Long play?
Marcus Gee today says there is a long play behind the Jarvis hit-job. He says Denzil Minnan-Wong needed a sacrifice so he could credibly justify bike lanes to Ford supporters in an "only Nixon could go to China" sort of deal.
It is possible that similar reasoning was behind the rejection of free public health nurses, so that Premier Hudak can justify increased municipal spending to his Toronto-hating base, or so Harper can justify similar spending on transit and municipal infrastructure. Both can point to Ford's Toronto and say, "obviously Toronto needs this money, because Ford has certainly done his job to keep spending under control."
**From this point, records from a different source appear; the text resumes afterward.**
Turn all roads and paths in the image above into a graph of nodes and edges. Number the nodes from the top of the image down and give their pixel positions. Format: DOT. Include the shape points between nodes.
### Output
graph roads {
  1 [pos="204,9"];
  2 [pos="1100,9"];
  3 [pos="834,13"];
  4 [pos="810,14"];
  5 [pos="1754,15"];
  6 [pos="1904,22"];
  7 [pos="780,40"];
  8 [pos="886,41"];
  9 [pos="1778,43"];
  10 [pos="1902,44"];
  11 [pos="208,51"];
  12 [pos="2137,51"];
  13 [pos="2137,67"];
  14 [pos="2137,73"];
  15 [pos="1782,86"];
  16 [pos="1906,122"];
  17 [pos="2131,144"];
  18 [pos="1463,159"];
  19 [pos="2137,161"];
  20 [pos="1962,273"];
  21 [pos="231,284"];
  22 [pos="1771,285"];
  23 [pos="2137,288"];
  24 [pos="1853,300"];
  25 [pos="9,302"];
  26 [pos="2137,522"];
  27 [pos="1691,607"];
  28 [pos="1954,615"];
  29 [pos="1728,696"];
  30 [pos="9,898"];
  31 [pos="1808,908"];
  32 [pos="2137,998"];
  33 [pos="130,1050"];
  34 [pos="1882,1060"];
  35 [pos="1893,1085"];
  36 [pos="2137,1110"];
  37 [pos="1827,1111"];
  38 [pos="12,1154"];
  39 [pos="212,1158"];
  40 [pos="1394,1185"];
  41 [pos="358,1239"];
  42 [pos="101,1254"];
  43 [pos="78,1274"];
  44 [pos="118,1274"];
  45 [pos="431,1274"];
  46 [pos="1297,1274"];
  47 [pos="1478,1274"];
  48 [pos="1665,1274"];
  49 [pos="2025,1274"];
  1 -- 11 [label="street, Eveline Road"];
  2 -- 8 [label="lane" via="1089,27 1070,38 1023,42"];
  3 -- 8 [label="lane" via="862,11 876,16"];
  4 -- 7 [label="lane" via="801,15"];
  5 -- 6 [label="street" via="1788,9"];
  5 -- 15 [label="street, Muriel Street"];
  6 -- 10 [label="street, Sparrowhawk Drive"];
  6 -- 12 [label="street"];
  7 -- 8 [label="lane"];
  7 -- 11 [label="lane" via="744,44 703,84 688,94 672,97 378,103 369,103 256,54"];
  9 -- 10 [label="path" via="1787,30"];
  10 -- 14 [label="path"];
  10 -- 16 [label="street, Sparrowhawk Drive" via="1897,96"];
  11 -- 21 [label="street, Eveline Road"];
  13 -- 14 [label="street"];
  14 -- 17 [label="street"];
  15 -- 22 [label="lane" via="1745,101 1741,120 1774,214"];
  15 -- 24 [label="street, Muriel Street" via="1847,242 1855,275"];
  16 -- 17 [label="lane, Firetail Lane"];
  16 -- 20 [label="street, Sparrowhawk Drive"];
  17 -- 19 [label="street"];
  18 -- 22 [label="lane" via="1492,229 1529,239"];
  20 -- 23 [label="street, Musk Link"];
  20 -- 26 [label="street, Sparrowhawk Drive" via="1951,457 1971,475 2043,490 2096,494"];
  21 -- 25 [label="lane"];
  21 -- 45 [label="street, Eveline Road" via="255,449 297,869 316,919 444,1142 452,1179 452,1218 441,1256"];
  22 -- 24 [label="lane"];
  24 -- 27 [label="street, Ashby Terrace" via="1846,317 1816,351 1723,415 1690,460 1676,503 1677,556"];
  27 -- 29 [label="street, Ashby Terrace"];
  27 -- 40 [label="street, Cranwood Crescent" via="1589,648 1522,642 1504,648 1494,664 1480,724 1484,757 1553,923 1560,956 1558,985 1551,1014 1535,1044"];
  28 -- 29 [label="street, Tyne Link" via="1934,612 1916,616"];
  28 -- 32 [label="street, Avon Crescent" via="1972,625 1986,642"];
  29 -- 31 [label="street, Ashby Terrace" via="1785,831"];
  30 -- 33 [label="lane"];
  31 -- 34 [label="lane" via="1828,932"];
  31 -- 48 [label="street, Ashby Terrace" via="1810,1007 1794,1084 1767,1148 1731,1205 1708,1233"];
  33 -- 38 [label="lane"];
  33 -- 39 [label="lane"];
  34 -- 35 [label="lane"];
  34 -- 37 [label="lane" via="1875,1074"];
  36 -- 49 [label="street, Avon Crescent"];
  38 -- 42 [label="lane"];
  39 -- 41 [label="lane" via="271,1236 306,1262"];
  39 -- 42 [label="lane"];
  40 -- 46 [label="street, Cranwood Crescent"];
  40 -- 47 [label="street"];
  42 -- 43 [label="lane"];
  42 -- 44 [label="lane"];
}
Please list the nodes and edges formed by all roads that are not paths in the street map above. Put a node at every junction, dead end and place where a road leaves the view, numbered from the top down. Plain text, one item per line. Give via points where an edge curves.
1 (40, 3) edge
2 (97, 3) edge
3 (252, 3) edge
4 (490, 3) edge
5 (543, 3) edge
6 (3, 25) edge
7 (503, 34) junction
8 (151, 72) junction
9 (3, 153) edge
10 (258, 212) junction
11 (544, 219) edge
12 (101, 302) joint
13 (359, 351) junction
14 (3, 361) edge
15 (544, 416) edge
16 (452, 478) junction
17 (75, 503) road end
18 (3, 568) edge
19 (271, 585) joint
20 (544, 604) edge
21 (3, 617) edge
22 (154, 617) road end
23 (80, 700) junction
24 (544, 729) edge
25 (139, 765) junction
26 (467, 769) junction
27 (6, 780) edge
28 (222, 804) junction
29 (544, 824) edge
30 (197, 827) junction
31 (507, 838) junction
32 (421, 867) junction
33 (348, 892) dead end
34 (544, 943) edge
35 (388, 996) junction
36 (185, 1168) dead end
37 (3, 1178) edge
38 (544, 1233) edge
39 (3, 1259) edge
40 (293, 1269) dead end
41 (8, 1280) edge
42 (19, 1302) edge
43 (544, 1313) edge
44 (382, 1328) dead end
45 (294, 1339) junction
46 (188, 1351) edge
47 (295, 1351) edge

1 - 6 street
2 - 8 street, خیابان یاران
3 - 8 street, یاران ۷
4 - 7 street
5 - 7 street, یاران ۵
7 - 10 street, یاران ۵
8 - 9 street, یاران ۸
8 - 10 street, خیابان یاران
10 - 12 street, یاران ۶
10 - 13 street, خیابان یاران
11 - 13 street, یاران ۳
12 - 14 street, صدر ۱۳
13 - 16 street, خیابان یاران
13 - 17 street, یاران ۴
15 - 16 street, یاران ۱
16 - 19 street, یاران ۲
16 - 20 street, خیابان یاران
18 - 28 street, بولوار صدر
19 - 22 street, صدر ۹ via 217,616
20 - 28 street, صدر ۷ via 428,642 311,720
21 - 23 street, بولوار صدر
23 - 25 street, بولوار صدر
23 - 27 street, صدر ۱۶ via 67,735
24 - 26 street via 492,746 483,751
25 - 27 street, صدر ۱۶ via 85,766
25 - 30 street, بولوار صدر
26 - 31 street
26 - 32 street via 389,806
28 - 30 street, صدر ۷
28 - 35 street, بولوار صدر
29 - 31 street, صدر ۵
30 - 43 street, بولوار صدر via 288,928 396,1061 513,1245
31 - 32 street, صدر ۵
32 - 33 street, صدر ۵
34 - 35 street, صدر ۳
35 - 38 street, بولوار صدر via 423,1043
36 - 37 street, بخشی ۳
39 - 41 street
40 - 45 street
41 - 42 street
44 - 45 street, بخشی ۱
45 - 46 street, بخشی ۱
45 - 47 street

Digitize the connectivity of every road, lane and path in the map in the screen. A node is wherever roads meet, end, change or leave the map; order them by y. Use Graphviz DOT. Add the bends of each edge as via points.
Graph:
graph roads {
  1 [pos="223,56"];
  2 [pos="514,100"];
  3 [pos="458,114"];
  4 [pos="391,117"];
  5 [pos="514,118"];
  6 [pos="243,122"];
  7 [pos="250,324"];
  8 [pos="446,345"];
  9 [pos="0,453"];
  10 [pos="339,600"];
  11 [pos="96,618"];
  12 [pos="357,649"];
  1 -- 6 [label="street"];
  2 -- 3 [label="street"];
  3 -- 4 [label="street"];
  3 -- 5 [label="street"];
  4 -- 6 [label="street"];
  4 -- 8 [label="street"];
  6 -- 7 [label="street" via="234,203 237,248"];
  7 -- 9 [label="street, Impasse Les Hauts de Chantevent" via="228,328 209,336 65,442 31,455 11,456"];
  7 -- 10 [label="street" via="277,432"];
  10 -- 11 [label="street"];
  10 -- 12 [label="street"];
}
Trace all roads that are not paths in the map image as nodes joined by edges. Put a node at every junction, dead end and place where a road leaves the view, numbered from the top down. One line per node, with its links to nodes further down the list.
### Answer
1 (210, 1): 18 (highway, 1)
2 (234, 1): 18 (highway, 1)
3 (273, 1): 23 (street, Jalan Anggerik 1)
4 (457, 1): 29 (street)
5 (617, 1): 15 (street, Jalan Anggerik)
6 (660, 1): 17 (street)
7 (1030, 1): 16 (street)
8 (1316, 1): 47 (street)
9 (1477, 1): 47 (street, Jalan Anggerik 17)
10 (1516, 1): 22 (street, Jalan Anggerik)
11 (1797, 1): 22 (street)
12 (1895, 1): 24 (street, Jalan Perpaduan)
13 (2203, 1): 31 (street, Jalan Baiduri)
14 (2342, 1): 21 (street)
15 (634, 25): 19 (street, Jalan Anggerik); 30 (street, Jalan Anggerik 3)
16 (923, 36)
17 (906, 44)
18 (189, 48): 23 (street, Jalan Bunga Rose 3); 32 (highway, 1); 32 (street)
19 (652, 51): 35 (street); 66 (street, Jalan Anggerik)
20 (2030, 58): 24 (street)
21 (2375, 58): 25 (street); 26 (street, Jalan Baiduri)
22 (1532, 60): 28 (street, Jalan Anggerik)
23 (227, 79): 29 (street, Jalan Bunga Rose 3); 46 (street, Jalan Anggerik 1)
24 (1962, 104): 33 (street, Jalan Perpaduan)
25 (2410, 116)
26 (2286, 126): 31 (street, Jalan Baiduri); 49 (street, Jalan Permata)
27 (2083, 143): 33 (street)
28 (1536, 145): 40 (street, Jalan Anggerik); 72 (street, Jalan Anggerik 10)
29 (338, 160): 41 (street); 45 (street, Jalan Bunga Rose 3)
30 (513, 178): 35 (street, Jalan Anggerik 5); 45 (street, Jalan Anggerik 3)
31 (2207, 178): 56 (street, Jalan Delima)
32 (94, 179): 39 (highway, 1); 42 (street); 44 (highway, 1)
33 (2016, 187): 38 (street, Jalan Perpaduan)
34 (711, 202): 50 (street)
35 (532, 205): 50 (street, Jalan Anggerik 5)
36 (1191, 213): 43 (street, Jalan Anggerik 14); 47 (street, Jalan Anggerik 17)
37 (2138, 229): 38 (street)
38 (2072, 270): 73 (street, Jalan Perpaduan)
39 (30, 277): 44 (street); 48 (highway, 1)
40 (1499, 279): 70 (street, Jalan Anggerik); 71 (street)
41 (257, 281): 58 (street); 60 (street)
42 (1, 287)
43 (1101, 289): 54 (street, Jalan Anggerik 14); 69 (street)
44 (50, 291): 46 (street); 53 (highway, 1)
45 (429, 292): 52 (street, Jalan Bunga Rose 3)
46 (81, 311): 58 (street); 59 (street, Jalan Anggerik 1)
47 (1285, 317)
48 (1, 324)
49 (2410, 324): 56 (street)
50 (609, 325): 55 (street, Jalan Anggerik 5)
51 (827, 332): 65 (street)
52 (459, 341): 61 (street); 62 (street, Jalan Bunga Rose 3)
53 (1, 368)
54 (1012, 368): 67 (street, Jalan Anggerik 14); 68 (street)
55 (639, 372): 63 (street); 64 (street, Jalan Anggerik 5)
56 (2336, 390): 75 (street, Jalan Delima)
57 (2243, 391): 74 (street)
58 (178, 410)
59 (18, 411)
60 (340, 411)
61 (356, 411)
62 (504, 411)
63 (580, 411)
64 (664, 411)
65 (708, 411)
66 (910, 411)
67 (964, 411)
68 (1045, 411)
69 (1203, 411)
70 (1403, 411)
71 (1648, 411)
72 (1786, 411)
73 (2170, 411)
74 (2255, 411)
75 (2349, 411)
I have long believed that the City cannot sustain social services and big-ticket infrastructure with property taxes, which are not levied based on ability to pay and do not grow with the economy. David Miller made this argument repeatedly, but he did very little to smooth the way politically such that the province or the federal government could credibly give the city more money. And I regularly slapped my forehead whenever Miller would waste precious political capital on
symbolic gestures (eg: Stintz's bags, bottles, and I'm sorry but yes: suburban bike lanes) that a child should have known would needlessly alienate conservative voters.
Jarvis, the Fort York Bridge and the public health nurses did not involve huge amounts of money, and so are a kind of mirror opposite of Miller's symbolic pinko policies. These policies don't cause
too much damage, but
really piss off the pinkos, who can reliably be counted upon to shriek and fume in that way so satisfying to Ford supporters. This lends support to the "long play" hypothesis.
But scrapping Transit City and incurring over $100 million in cancellation penalties is a big deal, and Ford has yet to produce the federal money he said is coming in exchange for Toronto's support of Harper. On the one hand, as Matt Elliott
points out, the City has not actually formally pulled the trigger on the Transit City cancellation, and is not yet on the hook for the $100 million in cancellation penalties. But on the other hand, even if we got the Sheppard subway
for free, this overcapacity would still be a massive ongoing drain on our operations budget, the very reason Ford rejected the public health nurses, where far less money was at stake (if any was).
Moreover, the Fords' massively misinformed musings about Waterfront Toronto puts billions of dollars of private investment at risk, which suggests that these guys are making it up as they go along, and when they screw around with downtown infrastructure, it is because they really, truly do despise all those downtown pinkos.
I predict three years of headaches and indigestion as Marcus Gee's hypothesis gets put to the test.